◆ REQUIREMENT ◆
The answer should be each line from the entries below that has the word "roads" in it.

Stored dataset items:
+-------+
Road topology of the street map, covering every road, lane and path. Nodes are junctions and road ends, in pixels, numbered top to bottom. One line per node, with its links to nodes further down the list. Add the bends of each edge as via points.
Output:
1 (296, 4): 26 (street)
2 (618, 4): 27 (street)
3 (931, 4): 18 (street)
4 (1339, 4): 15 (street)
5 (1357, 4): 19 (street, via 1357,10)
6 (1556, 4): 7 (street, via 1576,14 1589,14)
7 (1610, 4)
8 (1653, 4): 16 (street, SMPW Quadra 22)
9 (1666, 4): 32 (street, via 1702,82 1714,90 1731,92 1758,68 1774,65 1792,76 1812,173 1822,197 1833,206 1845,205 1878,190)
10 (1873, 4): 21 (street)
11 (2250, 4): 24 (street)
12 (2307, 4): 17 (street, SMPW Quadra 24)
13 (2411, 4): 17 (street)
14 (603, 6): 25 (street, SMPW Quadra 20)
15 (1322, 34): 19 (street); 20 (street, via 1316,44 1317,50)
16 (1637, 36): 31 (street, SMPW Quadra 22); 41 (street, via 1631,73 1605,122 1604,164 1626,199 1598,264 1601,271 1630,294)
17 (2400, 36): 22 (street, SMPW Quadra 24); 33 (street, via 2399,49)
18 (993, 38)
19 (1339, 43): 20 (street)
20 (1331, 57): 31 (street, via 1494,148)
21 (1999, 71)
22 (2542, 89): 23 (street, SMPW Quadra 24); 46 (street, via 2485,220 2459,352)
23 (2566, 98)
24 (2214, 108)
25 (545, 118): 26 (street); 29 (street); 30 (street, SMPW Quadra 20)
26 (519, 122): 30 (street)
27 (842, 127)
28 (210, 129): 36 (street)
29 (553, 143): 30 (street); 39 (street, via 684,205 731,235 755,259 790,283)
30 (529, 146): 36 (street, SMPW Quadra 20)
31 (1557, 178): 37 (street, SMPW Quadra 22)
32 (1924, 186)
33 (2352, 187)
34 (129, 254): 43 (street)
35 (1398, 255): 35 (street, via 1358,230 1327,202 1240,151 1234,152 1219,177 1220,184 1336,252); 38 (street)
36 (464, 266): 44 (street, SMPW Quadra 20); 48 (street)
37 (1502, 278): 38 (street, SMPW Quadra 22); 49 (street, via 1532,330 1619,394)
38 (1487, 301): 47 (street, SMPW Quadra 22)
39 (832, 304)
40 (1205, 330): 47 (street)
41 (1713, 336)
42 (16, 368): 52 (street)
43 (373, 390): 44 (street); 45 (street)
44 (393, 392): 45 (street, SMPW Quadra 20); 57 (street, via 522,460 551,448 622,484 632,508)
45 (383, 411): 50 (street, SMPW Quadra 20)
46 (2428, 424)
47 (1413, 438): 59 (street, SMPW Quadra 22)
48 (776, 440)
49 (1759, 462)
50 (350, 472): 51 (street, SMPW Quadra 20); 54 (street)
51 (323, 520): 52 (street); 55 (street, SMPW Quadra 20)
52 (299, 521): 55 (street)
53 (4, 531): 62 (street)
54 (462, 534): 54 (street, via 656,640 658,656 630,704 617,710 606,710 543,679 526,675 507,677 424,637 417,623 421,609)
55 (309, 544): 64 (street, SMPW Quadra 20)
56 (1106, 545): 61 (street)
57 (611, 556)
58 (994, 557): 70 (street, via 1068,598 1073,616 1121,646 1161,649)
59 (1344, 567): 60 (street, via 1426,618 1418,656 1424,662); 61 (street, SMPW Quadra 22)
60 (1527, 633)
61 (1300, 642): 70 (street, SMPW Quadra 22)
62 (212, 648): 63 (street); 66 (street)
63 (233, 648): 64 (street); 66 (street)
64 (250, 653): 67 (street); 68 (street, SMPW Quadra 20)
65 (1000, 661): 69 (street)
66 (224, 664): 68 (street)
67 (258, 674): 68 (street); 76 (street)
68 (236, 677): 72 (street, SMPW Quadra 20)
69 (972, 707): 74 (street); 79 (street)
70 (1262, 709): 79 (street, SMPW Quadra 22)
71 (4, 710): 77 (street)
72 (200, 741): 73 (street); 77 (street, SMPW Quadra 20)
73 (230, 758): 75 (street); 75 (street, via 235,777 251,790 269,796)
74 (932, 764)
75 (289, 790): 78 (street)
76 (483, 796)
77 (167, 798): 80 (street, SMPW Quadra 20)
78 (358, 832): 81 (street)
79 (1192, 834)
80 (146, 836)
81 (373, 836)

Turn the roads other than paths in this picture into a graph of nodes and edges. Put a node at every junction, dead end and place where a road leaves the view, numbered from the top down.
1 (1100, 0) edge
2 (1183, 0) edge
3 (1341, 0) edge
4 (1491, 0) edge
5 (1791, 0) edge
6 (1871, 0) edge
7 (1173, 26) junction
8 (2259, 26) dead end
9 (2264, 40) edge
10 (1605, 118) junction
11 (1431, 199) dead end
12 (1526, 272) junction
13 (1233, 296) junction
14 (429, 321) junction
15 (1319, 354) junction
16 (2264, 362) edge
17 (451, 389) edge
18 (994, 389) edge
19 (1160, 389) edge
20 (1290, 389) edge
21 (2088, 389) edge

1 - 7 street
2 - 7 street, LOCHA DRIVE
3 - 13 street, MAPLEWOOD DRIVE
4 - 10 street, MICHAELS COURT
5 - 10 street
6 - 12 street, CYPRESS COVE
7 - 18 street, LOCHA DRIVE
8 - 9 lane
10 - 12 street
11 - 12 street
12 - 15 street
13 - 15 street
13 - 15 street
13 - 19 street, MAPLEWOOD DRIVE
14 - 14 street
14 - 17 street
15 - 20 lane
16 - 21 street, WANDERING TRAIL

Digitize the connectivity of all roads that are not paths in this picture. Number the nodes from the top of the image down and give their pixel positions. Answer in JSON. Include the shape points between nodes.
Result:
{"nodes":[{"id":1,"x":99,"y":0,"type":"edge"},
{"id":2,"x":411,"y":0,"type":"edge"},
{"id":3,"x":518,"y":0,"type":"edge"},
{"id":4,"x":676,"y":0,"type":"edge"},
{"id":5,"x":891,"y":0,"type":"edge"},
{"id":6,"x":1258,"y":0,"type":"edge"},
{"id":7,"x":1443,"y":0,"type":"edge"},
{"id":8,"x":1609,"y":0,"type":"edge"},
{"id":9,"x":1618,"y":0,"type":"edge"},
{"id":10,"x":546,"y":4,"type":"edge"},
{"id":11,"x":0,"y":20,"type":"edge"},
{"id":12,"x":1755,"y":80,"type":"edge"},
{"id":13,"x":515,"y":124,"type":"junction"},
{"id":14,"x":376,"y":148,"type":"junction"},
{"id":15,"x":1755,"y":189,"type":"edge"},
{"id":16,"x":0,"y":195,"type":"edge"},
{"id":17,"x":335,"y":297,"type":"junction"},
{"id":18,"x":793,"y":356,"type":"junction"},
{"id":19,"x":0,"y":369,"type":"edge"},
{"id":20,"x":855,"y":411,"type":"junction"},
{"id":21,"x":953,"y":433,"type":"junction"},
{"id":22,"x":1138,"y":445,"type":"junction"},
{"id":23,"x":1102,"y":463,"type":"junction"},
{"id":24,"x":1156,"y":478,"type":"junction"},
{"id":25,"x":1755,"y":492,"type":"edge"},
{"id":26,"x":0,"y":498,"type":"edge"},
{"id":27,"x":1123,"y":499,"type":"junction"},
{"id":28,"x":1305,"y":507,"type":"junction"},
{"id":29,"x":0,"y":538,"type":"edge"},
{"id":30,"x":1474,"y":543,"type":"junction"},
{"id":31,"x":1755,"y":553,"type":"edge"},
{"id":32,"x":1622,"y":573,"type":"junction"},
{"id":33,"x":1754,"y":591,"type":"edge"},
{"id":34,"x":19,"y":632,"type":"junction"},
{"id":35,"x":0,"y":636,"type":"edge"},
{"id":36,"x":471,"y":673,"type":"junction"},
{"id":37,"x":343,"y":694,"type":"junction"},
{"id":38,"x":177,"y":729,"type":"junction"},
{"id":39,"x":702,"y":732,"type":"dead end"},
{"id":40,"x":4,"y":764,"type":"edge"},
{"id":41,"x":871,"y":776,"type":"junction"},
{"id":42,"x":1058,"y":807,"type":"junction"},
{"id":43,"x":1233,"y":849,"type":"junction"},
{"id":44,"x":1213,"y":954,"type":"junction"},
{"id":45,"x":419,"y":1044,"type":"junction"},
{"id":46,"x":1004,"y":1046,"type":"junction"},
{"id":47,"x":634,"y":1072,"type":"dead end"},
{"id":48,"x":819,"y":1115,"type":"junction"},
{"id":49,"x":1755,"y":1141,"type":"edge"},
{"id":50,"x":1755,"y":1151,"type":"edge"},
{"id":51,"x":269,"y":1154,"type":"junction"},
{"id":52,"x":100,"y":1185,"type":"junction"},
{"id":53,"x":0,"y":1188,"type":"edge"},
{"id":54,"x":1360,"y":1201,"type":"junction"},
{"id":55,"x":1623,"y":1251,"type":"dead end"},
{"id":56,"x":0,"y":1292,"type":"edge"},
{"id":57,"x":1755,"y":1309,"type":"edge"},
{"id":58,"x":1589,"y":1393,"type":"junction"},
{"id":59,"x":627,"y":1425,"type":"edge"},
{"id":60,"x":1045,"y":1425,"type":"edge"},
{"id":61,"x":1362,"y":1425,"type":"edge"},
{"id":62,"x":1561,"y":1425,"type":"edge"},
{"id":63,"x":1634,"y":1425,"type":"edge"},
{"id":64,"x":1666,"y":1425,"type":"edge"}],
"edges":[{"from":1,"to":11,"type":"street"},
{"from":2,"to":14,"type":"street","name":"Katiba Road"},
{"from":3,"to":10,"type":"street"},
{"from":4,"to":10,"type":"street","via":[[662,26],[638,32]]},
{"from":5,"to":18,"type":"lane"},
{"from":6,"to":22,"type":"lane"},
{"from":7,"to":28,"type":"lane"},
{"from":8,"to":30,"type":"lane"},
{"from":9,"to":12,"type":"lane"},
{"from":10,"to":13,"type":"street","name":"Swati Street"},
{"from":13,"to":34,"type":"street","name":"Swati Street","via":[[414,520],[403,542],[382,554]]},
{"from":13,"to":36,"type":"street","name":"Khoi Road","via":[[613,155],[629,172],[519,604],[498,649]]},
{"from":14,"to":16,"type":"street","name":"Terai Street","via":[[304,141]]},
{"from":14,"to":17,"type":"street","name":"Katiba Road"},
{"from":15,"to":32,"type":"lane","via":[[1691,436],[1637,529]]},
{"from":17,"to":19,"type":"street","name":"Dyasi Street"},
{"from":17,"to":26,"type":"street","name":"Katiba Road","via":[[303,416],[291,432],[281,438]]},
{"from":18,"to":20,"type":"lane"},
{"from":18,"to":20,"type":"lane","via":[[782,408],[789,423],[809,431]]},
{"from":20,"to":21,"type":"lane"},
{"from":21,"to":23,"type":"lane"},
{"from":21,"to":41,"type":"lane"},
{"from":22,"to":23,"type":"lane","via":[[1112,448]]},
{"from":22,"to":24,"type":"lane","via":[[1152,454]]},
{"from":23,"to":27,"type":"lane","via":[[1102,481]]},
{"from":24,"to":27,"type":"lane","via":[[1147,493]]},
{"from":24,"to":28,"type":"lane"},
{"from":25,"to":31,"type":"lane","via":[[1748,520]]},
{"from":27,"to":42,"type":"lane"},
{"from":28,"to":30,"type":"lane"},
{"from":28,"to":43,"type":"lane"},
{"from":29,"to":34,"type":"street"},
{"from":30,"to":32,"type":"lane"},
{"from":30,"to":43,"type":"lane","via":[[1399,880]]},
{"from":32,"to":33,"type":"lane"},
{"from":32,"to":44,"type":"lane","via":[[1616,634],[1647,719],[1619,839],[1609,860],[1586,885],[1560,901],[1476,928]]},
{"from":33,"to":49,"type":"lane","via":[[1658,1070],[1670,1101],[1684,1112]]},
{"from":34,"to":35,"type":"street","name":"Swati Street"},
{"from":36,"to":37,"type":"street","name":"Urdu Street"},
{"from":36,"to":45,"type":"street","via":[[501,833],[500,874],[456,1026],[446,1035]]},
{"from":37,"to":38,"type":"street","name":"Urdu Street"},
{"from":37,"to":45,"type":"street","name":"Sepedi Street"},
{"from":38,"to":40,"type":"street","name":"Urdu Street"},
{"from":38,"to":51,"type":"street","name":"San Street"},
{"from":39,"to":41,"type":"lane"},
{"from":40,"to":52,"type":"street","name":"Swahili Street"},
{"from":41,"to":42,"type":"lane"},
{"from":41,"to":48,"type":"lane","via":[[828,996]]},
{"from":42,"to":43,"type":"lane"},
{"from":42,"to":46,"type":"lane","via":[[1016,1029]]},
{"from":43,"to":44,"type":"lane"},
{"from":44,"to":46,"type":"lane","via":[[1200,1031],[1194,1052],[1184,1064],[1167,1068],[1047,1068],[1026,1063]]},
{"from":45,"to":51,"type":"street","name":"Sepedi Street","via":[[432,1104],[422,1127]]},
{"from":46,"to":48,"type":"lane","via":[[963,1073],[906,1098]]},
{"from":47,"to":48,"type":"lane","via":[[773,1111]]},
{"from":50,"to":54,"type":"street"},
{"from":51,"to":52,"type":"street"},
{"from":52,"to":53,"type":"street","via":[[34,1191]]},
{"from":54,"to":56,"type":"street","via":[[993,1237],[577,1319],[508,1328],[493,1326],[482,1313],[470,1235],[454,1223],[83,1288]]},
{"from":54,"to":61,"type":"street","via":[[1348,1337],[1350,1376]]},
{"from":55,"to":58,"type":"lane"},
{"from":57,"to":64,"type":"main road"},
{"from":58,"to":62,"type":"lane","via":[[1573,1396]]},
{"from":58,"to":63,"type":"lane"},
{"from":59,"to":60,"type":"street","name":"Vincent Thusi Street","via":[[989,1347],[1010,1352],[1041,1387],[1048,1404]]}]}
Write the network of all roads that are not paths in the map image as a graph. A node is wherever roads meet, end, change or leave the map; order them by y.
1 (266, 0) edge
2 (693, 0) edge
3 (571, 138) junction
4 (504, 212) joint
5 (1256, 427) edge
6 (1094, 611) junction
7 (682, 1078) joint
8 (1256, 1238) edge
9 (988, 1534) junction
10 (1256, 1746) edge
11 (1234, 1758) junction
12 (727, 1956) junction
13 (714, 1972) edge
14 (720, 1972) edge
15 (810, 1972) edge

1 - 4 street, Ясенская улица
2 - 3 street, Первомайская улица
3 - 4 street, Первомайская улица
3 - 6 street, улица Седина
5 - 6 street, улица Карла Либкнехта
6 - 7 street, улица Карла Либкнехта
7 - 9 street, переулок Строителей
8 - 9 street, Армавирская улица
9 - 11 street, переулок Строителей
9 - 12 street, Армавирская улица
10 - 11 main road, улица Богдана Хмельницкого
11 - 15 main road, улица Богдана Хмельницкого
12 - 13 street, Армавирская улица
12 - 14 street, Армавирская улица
+-------+
◆ TASK ANSWER ◆
Turn the roads other than paths in this picture into a graph of nodes and edges. Put a node at every junction, dead end and place where a road leaves the view, numbered from the top down.
Digitize the connectivity of all roads that are not paths in this picture. Number the nodes from the top of the image down and give their pixel positions. Answer in JSON. Include the shape points between nodes.
Write the network of all roads that are not paths in the map image as a graph. A node is wherever roads meet, end, change or leave the map; order them by y.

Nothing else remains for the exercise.